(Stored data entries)
----
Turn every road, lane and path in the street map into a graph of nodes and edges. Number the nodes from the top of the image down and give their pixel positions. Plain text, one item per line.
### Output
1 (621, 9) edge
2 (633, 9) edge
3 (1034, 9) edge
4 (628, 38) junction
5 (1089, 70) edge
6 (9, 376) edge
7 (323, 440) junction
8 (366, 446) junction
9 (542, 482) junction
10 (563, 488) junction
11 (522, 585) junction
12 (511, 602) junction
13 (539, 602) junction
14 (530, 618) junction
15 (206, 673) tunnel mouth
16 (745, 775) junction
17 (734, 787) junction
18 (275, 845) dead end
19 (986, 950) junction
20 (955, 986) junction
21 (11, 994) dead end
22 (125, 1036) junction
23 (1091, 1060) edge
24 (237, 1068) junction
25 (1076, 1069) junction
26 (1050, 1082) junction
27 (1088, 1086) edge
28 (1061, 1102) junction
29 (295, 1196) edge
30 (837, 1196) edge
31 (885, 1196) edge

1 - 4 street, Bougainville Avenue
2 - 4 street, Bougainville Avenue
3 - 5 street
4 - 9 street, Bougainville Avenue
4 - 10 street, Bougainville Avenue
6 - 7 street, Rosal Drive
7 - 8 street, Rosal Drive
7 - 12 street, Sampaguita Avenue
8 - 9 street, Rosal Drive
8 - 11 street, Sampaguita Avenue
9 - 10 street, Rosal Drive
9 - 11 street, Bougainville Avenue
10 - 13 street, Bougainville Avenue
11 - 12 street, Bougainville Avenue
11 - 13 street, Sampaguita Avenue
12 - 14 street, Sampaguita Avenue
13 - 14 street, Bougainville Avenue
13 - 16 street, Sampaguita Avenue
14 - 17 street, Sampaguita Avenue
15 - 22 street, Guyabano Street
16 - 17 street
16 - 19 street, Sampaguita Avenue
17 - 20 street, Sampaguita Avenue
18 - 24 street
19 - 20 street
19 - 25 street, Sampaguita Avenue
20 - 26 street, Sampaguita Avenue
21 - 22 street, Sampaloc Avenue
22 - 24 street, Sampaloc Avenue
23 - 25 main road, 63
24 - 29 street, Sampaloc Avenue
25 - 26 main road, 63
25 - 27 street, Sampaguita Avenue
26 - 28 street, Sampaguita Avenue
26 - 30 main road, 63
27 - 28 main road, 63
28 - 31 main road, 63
----
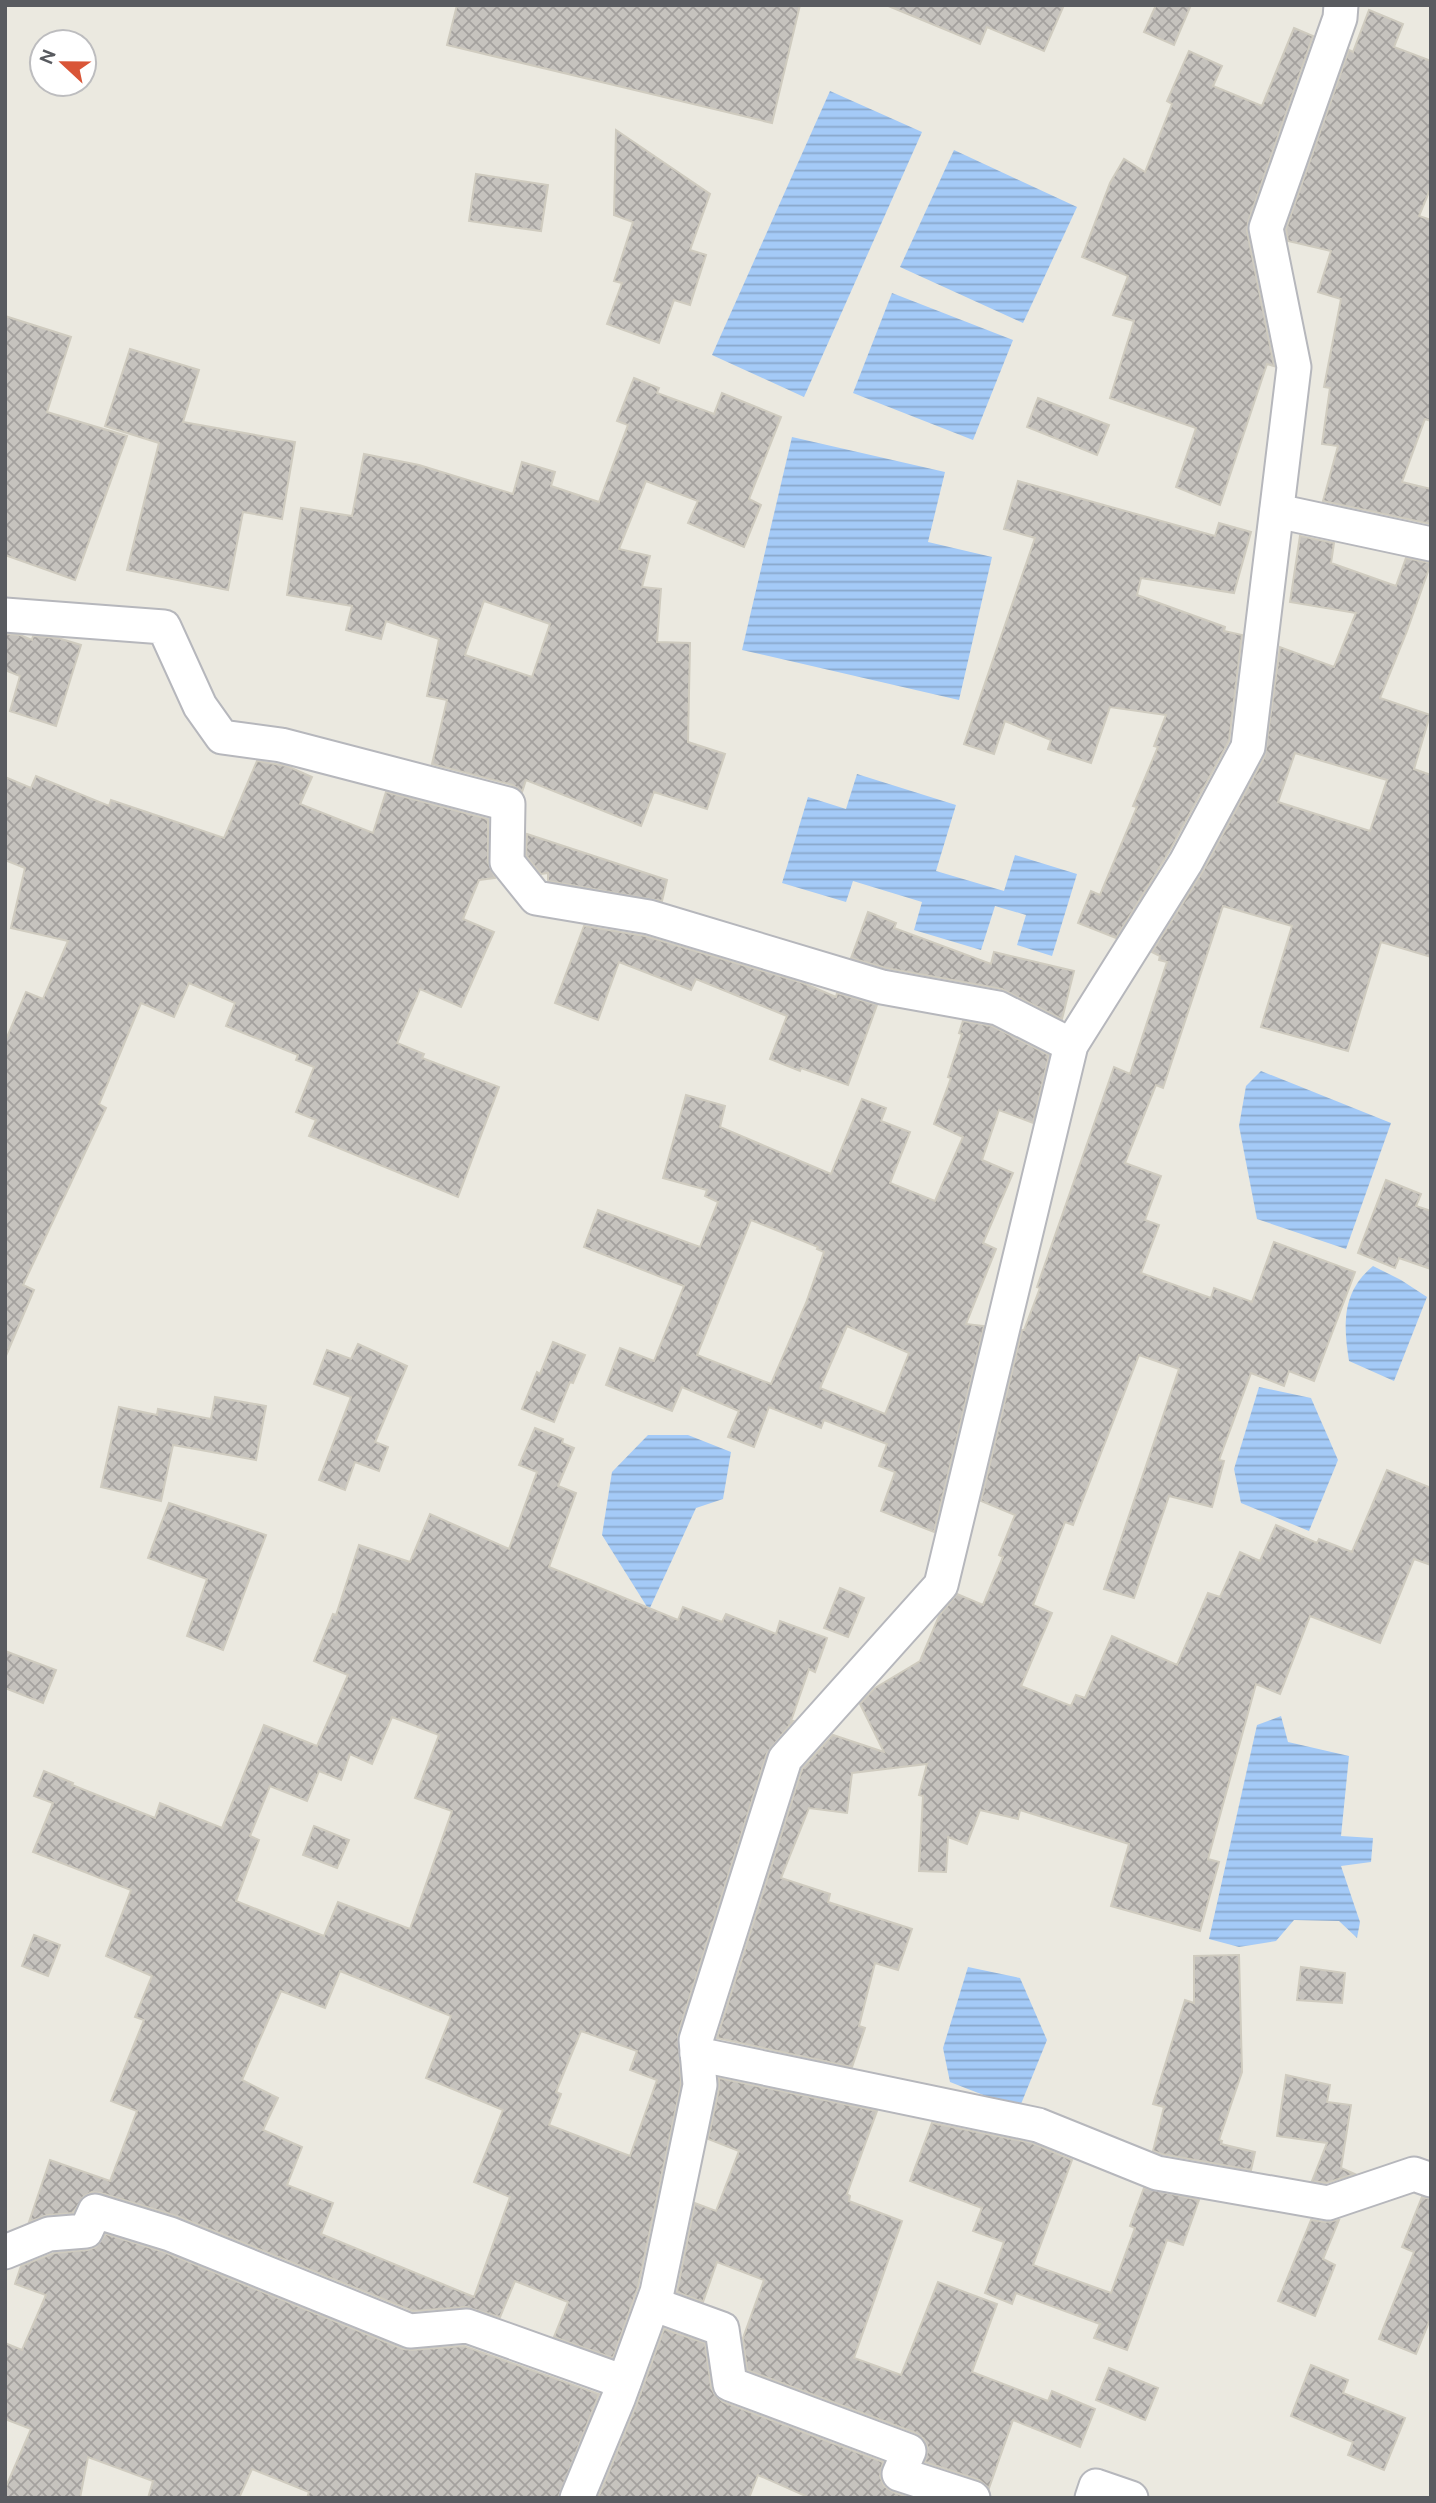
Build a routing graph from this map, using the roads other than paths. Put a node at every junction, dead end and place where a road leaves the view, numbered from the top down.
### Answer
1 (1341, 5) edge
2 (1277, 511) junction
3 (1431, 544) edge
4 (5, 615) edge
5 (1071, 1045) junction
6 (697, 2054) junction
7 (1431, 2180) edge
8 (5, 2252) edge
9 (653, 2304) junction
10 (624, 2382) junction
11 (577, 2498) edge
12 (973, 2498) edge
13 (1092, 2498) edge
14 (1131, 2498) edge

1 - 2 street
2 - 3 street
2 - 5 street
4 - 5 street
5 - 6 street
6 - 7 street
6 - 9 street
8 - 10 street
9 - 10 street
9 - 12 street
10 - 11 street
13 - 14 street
----
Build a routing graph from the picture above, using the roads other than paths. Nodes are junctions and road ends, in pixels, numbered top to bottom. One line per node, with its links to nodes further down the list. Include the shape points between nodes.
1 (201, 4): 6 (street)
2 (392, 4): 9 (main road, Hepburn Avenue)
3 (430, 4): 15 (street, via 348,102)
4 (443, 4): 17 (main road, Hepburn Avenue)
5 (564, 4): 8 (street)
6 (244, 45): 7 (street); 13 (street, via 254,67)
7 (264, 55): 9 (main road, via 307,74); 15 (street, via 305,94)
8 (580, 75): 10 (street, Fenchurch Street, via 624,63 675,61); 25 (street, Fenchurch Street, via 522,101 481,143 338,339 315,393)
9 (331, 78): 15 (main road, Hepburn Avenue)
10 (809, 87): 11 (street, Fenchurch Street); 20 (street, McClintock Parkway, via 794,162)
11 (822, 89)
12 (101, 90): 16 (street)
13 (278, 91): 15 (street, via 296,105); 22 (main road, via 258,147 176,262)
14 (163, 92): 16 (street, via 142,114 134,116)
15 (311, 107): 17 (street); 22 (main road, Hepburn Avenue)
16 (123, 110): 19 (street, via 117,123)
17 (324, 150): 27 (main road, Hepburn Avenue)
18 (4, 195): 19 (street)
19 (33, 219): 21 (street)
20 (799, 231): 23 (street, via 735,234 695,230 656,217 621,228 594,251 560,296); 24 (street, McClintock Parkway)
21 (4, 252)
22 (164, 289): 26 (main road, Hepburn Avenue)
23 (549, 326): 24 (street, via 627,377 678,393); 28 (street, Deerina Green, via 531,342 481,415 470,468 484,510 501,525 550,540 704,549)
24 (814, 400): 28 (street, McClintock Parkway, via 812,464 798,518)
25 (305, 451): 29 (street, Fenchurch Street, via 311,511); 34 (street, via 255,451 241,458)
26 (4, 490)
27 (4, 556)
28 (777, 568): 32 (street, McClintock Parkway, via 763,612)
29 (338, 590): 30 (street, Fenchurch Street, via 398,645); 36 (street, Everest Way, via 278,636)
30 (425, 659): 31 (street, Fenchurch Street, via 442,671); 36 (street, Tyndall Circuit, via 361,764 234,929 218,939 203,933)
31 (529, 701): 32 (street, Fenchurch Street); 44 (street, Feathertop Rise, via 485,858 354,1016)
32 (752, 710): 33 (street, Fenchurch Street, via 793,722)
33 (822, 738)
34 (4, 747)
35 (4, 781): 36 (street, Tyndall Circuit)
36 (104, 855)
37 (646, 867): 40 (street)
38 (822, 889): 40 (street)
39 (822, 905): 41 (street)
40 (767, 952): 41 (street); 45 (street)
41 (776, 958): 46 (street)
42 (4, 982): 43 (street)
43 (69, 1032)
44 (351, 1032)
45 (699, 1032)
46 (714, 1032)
----
- **WHAT YOU NEED TO DO**: Provide solely the number of lines in the data that include the word "every".

- **ANSWER SECTION**: 2